Starting point is 00:43:46 Thanks for reading this out. Have a wonderful day. Best wishes, Christina Yoliver. Go on Christina. Now, hello, I've been listening to your podcast from the start and it's helped me through lots of parenting puzzles. And its current role is to keep me sane
Starting point is 00:43:57 when doing the endless bedtime with my two-year-old. Thank you for all you do for us parents. Now, I would love it if you could give a small business shout out to one of my new mum friends from my five year old school. She started up her jewellery business after having two kids and dedicates her artistic talents to making beautiful jewellery inspired by
Starting point is 00:44:17 and for all women, not just mothers. She makes unique jewellery from breast milk. What? What? She makes unique jewellery from breast milk. I have a? She makes unique jewelry from breast milk. I have a necklace, which is my pride and joy. I know it sounds weird, but I promise it is beautiful. And has also recently started doing fingerprint jewelry too.

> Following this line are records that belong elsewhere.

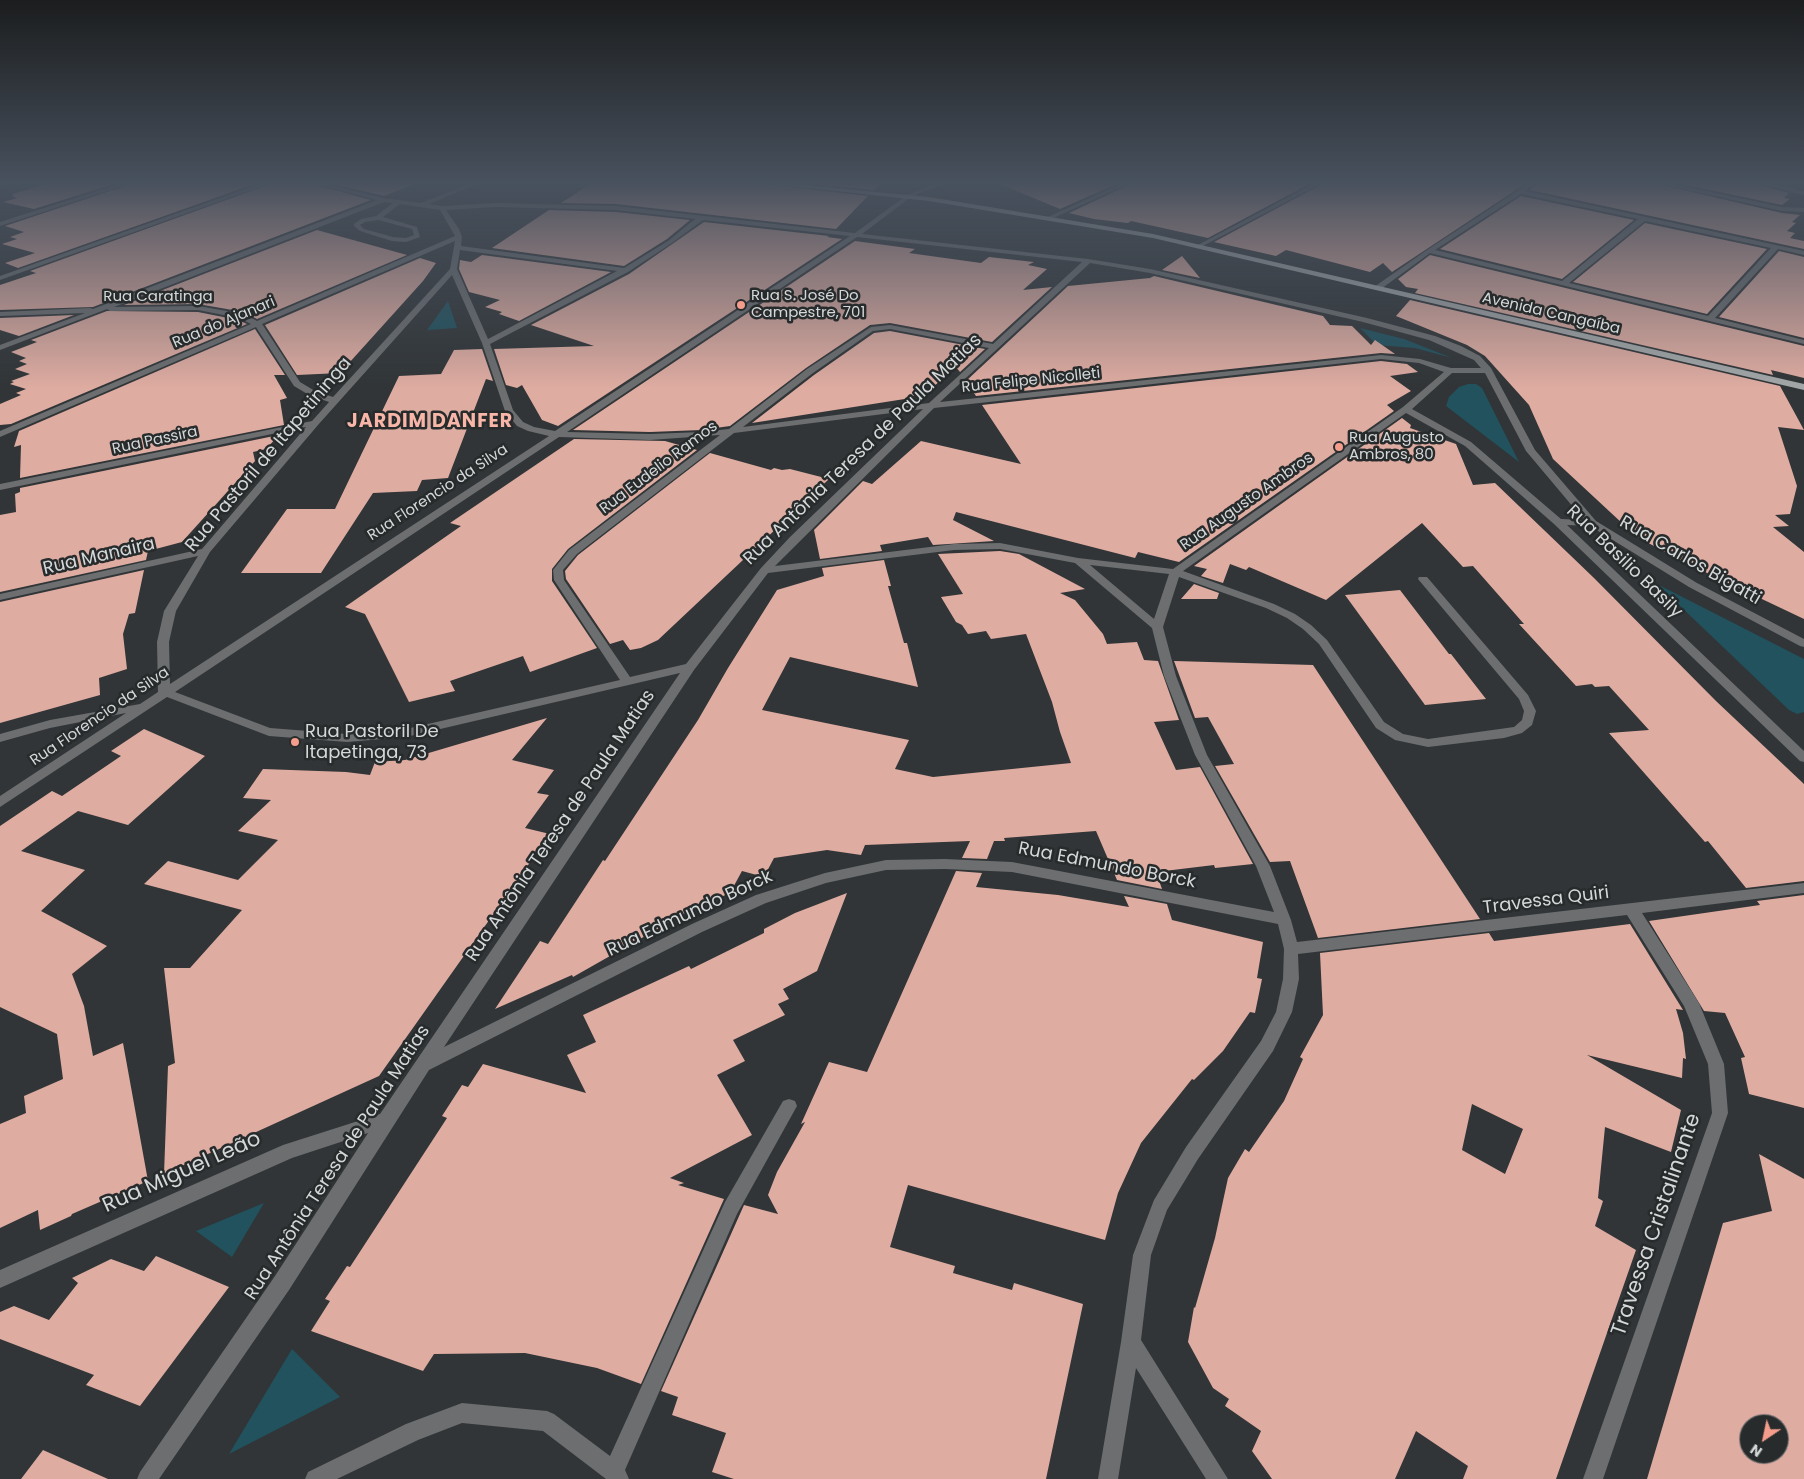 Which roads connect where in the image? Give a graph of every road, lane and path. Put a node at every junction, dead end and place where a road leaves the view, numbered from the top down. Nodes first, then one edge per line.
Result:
1 (76, 251) edge
2 (252, 251) edge
3 (439, 251) edge
4 (457, 251) edge
5 (508, 251) edge
6 (655, 251) edge
7 (834, 251) edge
8 (1000, 251) edge
9 (1221, 251) edge
10 (1428, 251) edge
11 (1433, 251) edge
12 (1604, 251) edge
13 (1772, 251) edge
14 (1088, 261) junction
15 (453, 269) junction
16 (624, 270) junction
17 (0, 278) edge
18 (1563, 284) junction
19 (1378, 287) junction
20 (101, 310) junction
21 (0, 314) edge
22 (1710, 319) junction
23 (258, 324) junction
24 (1804, 342) edge
25 (486, 343) junction
26 (995, 347) junction
27 (0, 348) edge
28 (1488, 370) junction
29 (1450, 371) junction
30 (1804, 387) edge
31 (336, 402) junction
32 (931, 406) junction
33 (1406, 409) junction
34 (315, 423) junction
35 (731, 432) junction
36 (0, 434) edge
37 (554, 434) junction
38 (0, 487) edge
39 (1558, 522) junction
40 (1592, 523) junction
41 (206, 551) junction
42 (1078, 560) junction
43 (764, 570) junction
44 (1175, 572) junction
45 (1423, 579) dead end
46 (0, 597) edge
47 (1157, 627) junction
48 (1804, 644) edge
49 (690, 667) junction
50 (626, 680) junction
51 (164, 692) junction
52 (144, 706) junction
53 (0, 738) edge
54 (1802, 753) edge
55 (0, 802) edge
56 (1804, 888) edge
57 (1632, 910) junction
58 (1284, 920) junction
59 (1291, 949) junction
60 (425, 1064) junction
61 (789, 1106) dead end
62 (386, 1120) junction
63 (0, 1279) edge
64 (1132, 1342) junction
65 (617, 1476) edge
66 (147, 1479) edge
67 (315, 1479) edge
68 (1108, 1479) edge
69 (1218, 1479) edge
70 (1593, 1479) edge

1 - 17 street
2 - 20 street
3 - 23 street, Rua do Ajanari
4 - 15 street, Rua Pastoril de Itapetininga
5 - 16 street
6 - 16 street
7 - 37 street, Rua Florencio da Silva
8 - 14 street
9 - 19 main road, Avenida Cangaíba
10 - 19 street
11 - 18 street
12 - 18 street
13 - 22 street
14 - 26 street, Rua Antônia Teresa de Paula Matias
14 - 28 street
15 - 25 street, Rua Felipe Nicolleti
15 - 31 street, Rua Pastoril de Itapetininga
16 - 25 street
18 - 22 street
19 - 30 main road, Avenida Cangaíba
20 - 21 street, Rua Caratinga
20 - 23 street, Rua Caratinga
20 - 27 street
22 - 24 street
23 - 31 street
23 - 36 street, Rua do Ajanari
25 - 37 street, Rua Felipe Nicolleti
26 - 32 street, Rua Antônia Teresa de Paula Matias
26 - 35 street, Rua Eudelio Ramos
28 - 29 street
28 - 40 street, Rua Carlos Bigatti
29 - 32 street, Rua Felipe Nicolleti
29 - 33 street, Rua Augusto Ambros
31 - 34 street, Rua Pastoril de Itapetininga
32 - 35 street, Rua Felipe Nicolleti
32 - 43 street, Rua Antônia Teresa de Paula Matias
33 - 39 street, Rua Basilio Basily
33 - 44 street, Rua Augusto Ambros
34 - 38 street, Rua Passira
34 - 41 street, Rua Pastoril de Itapetininga
35 - 37 street, Rua Felipe Nicolleti
35 - 50 street, Rua Eudelio Ramos
37 - 51 street, Rua Florencio da Silva
39 - 40 street
39 - 54 street, Rua Basilio Basily
40 - 48 street, Rua Carlos Bigatti
41 - 46 street, Rua Manaira
41 - 51 street, Rua Pastoril de Itapetininga
42 - 43 street, Rua Augusto Ambros
42 - 44 street, Rua Augusto Ambros
42 - 47 street
43 - 49 street, Rua Antônia Teresa de Paula Matias
44 - 45 street
44 - 47 street, Rua Augusto Ambros
47 - 58 street
49 - 50 street
49 - 60 street, Rua Antônia Teresa de Paula Matias
50 - 51 street
51 - 52 street, Rua Florencio da Silva
52 - 53 street
52 - 55 street, Rua Florencio da Silva
56 - 57 street, Travessa Quiri
57 - 59 street, Travessa Quiri
57 - 70 street, Travessa Cristalinante
58 - 59 street
58 - 60 street, Rua Edmundo Borck
59 - 64 street
60 - 62 street, Rua Antônia Teresa de Paula Matias
61 - 65 street
62 - 63 street, Rua Miguel Leão
62 - 66 street, Rua Antônia Teresa de Paula Matias
64 - 68 street
64 - 69 street
65 - 67 street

Starting point is 00:44:34 Not forgetting the fathers out there, she does cuff link fingerprints, which are just gorgeous. You can find her on Holly Hannah. That's H-O-L-L-I-H-A-N-A.com or Instagram, Holly Hannah Jewelry. Now, did you provide the breast milk? Is that what happens? I don't know.

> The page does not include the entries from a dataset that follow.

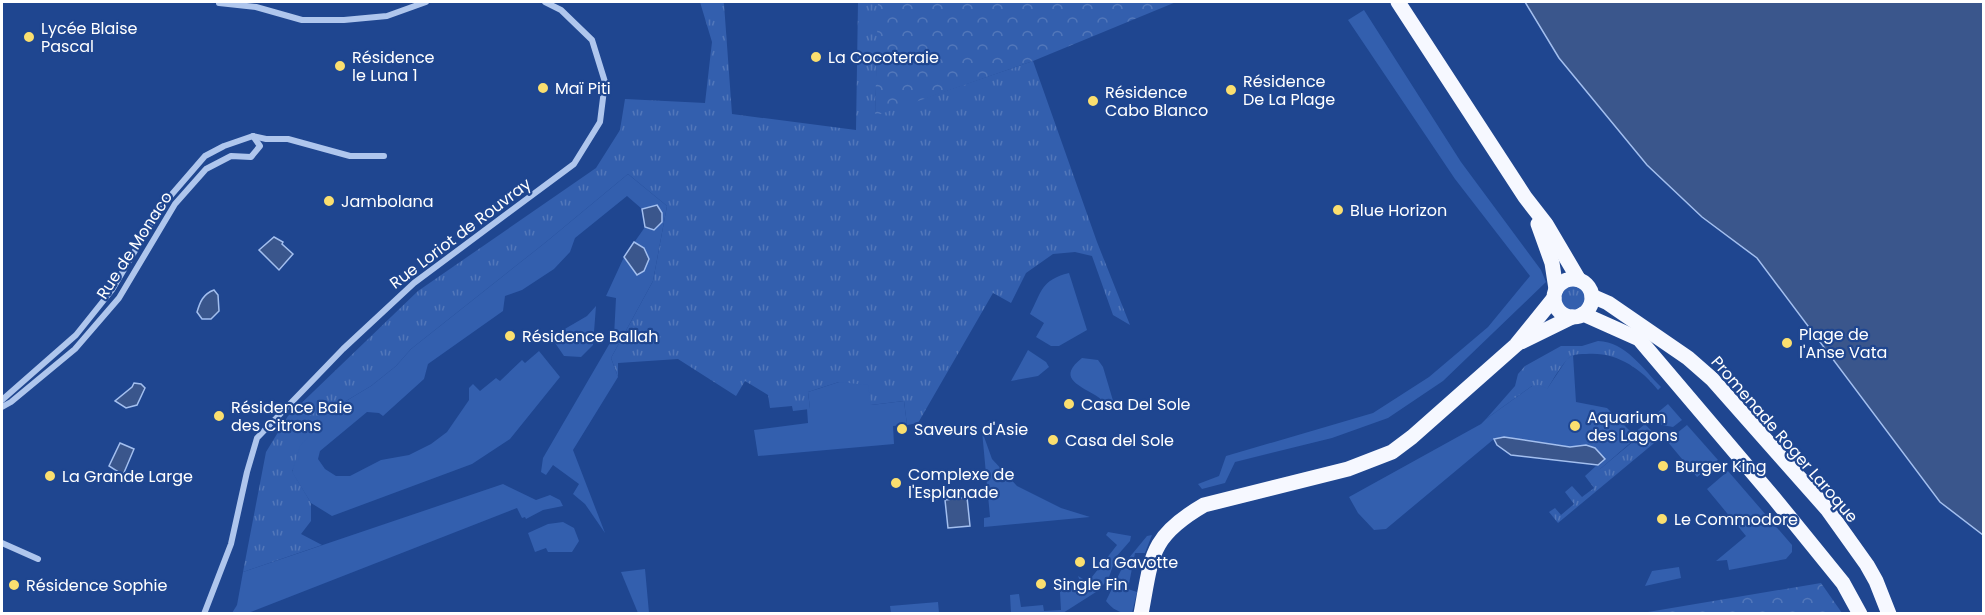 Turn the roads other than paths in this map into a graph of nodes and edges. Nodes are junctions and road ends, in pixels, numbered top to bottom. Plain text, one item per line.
1 (426, 2) edge
2 (545, 2) edge
3 (1398, 2) edge
4 (219, 3) edge
5 (253, 136) junction
6 (384, 156) dead end
7 (1525, 197) junction
8 (1579, 280) junction
9 (1555, 293) junction
10 (1592, 296) junction
11 (1577, 315) junction
12 (1516, 345) junction
13 (2, 400) edge
14 (2, 407) edge
15 (2, 543) edge
16 (38, 559) dead end
17 (204, 614) edge
18 (1141, 614) edge
19 (1860, 614) edge
20 (1889, 614) edge

1 - 4 street
2 - 17 street, Rue Loriot de Rouvray
3 - 7 main road
5 - 6 street, Rue de Monaco
5 - 13 street, Rue de Monaco
5 - 14 street, Rue de Monaco
7 - 8 main road
7 - 9 main road
8 - 9 main road
8 - 10 main road
9 - 11 main road
9 - 12 main road
10 - 11 main road
10 - 20 main road, Promenade Roger Laroque
11 - 12 main road
11 - 19 main road
12 - 18 main road
15 - 16 street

Starting point is 00:44:54 The fingerprint pendants are actually quite nice. It's like they're pressed in, but I don't know how the old breast milk ones work, but Holly Hannah will let you know. Go on hollyhannah.com and find out. Breast milk jewelry. Jesus. All new, isn't it? All new.
Starting point is 00:45:07 Oh, it looks actually quite nice, basically. How do you turn breast milk into jewelry? Do you wanna know, Josh? Yeah, I do. Now, I won't bore you with nitty gritty, but below gives you an overview. First, I would ask for two times 10 mil of breast milk. Not a huge amount.
Starting point is 00:45:20 No, this could be frozen or fresh. It doesn't matter how long it's been in the freezer. It will still be perfect for creating a piece that you can treasure. I once spoke to a woman who had saved her last dash for 30 years. Now that's a bigger problem than the fucking jewelry. If you're storing up 30 year old milk.
Starting point is 00:45:33 Anyway, I receive your breast milk and take it through a process where it's eventually mixed with resin and poured into a mold to cure. This takes a few days. Your breast milk, it basically looks like little sort of resin stones. What colors the stone? Well, the one from this lady from 30 years ago is green.
Starting point is 00:45:48 No, I'm joking. It's a white, it's a white, creamy, milky color, Josh. Oh, lovely. They look really nice, but if someone, that's my breast milk. I go, oh, is it? It's definitely a talking point. See you next week. We'll be charged up.
Starting point is 00:46:01 We'll have a little rest. We'll all be good to go. Yeah? Yeah. Say it like you mean it, Josh. Yes! We'll be charged up, we'll have a little rest, we'll all be good to go. Yeah? Yeah. See you around. Sightlighted me, didn't it, Josh? Yes!
Starting point is 00:46:10 See you then. Bye.